La situation
Onze magasins physiques, une boutique en ligne en croissance et quatre systèmes qui ne se parlaient pas : site marchand, gestion d’entrepôt, comptabilité et portail transporteur. Chaque commande en traversait au moins trois - par export, par e-mail ou par quelqu’un qui la retapait. Le rapprochement de fin de mois prenait une semaine. La haute saison, c’étaient des heures supplémentaires passées à copier-coller.
L’audit
Deux semaines à consigner chaque déplacement manuel de données ont produit le dossier économique : des milliers d’heures de ressaisie par an, plus un terme d’erreur qui coûtait davantage que la main-d’œuvre - commandes mal préparées, litiges de facturation, écarts de stock.

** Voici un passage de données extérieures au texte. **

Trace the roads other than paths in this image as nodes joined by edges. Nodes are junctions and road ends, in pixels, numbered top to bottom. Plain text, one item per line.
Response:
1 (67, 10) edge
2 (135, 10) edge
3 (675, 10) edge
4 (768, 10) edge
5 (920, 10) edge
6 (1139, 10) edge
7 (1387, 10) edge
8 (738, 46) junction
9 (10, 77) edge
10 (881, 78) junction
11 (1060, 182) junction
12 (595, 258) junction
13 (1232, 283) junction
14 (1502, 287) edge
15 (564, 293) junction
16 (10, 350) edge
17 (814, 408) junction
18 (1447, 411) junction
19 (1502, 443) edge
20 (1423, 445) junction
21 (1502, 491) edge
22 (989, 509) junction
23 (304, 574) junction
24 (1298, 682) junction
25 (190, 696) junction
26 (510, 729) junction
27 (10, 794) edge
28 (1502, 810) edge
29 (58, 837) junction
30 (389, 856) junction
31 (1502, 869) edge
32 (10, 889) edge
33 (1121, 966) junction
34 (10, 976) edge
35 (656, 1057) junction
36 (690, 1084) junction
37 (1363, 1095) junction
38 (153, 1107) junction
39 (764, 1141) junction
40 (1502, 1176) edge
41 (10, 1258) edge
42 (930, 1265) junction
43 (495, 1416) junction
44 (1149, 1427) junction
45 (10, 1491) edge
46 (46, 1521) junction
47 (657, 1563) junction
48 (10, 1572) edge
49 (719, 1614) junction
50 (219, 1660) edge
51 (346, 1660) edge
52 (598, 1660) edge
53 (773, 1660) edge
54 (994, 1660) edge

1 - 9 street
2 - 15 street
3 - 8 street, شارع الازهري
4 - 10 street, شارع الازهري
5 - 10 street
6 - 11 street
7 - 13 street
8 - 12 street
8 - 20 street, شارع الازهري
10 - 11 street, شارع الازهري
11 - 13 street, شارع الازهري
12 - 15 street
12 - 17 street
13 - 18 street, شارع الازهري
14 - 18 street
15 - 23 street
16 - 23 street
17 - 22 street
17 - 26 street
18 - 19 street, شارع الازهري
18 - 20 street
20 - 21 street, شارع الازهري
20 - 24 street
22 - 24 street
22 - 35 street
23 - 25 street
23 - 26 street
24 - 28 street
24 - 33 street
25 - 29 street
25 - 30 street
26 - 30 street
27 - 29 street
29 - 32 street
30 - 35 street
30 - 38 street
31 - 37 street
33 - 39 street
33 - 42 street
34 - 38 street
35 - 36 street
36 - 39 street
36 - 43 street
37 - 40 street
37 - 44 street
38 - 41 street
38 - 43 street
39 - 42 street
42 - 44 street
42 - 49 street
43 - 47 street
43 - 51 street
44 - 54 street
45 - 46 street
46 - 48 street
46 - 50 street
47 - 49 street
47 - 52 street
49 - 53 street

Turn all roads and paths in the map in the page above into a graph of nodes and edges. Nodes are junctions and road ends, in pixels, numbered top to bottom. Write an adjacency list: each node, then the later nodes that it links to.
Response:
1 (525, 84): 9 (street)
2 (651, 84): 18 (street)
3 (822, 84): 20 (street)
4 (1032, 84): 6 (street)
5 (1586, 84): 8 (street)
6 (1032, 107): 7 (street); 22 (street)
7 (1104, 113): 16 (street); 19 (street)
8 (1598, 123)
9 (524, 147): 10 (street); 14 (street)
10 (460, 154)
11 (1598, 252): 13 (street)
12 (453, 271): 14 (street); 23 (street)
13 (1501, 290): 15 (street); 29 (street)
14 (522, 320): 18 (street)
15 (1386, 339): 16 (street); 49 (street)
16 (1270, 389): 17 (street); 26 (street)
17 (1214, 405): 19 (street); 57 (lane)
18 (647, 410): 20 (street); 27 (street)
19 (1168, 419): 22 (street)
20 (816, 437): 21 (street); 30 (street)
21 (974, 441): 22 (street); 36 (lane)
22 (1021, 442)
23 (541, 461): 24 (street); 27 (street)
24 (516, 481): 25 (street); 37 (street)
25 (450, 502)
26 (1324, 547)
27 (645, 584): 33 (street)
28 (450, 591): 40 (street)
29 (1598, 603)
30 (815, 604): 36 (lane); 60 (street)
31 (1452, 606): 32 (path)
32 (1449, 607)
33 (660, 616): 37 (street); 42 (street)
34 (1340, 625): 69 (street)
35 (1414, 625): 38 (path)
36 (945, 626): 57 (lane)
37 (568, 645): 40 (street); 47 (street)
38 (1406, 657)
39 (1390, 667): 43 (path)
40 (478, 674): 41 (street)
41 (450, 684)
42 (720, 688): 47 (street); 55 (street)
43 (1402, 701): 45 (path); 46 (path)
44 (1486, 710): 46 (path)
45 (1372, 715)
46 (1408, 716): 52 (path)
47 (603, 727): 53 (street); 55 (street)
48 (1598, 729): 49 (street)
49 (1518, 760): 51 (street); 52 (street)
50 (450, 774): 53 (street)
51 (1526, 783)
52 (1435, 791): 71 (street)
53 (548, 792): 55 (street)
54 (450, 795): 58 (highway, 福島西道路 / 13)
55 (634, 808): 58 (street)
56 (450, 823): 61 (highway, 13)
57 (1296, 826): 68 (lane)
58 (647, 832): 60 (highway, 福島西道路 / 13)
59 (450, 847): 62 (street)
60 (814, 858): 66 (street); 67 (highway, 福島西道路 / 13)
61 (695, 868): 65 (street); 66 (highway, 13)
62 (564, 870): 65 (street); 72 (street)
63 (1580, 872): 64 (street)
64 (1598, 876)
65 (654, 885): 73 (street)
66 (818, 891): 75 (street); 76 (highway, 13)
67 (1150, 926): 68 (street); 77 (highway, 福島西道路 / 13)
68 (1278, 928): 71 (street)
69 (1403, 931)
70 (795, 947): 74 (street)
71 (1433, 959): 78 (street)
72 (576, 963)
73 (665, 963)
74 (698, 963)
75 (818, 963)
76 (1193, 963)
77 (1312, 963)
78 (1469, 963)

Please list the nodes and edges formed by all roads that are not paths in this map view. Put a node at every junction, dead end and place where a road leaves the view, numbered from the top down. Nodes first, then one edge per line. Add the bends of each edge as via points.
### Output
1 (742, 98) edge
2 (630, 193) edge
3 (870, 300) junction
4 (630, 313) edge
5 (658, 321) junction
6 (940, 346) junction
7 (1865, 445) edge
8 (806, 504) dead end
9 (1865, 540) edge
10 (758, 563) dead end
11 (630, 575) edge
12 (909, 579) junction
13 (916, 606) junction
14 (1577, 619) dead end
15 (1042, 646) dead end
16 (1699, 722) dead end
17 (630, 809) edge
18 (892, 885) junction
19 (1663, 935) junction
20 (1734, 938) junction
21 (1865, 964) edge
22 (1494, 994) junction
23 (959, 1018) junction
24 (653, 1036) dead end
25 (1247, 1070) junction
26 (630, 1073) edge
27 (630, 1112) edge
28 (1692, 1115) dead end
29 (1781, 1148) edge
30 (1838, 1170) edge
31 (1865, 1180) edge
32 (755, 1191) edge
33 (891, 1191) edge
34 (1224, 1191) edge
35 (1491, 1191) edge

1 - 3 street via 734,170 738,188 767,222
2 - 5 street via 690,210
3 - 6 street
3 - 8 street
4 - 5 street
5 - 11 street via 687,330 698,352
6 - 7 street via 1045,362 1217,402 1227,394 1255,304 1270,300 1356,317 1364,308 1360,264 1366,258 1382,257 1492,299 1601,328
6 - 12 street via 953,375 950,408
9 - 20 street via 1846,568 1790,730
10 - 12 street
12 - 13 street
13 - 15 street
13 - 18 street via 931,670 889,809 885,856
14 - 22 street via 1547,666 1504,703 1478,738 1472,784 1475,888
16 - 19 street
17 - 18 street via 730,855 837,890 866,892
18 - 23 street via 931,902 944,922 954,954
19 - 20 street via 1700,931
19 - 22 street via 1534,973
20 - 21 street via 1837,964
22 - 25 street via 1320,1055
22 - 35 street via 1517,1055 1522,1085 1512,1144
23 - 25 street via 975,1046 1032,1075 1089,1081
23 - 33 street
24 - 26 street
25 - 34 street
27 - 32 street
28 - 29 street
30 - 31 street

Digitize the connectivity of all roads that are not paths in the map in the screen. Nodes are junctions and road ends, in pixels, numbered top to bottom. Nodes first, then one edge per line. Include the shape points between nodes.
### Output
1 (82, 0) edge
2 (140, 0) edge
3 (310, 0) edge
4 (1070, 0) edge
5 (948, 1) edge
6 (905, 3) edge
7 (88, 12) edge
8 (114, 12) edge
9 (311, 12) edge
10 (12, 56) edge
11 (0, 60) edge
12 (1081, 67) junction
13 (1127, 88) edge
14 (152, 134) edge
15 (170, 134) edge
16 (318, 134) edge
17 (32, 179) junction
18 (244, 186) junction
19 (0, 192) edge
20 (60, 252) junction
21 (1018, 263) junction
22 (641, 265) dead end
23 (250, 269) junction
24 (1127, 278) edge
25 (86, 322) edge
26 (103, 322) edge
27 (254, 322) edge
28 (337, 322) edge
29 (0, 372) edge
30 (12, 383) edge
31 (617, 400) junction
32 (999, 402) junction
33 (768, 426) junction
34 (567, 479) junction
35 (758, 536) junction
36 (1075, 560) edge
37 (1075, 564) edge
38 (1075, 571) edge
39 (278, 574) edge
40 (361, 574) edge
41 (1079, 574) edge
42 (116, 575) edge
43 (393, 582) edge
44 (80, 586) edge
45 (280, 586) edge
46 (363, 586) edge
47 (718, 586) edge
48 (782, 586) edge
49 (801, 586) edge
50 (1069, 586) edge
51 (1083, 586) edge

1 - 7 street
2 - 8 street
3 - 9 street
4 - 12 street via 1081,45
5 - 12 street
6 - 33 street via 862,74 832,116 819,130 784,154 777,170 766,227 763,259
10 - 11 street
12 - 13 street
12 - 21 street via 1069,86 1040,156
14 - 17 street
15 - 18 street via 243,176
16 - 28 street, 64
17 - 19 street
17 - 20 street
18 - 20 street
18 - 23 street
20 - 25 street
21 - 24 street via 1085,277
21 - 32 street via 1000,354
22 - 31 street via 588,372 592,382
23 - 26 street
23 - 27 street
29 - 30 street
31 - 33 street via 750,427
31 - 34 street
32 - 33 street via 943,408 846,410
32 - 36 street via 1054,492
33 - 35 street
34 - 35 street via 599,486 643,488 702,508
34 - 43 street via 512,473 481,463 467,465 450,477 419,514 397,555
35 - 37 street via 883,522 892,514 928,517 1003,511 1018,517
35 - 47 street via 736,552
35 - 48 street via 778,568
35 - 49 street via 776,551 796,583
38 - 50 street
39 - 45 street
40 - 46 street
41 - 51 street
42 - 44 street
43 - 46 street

La proposition a classé chaque flux par coût annuel, puis automatisé en partant du haut.
Ce que nous avons construit
Une couche d’intégration qui fait passer chaque commande du site marchand à l’entrepôt, au transporteur, à la facture puis à la comptabilité sans intervention humaine - sauf là où le jugement humain est réellement nécessaire. Écarts de prix, adresses anormales et conflits de stock partent dans une file d’exceptions avec tout le contexte attaché ; tout le reste circule.
Le point difficile
Le système comptable n’avait aucune API exploitable. Le pont sûr s’est avéré être un échange de fichiers structurés à horaire fixe avec vérification par somme de contrôle - ennuyeux, fiable, entièrement supervisé. C’est une bonne illustration d’une règle que nous tenons : la meilleure intégration est celle qui ne surprend jamais personne, pas la plus astucieuse.
Des résultats qui tiennent
96 % des commandes circulent désormais de bout en bout sans être touchées ; l’équipe ops traite la file d’exceptions au lieu de tout le pipeline. Les erreurs de saisie ont baissé de plus de 90 %, la clôture mensuelle tient en une journée, et la capacité libérée a été redéployée vers le service client et les achats. L’amortissement est intervenu quelques mois après la mise en production - mesuré face à la référence de l’audit, pas estimé.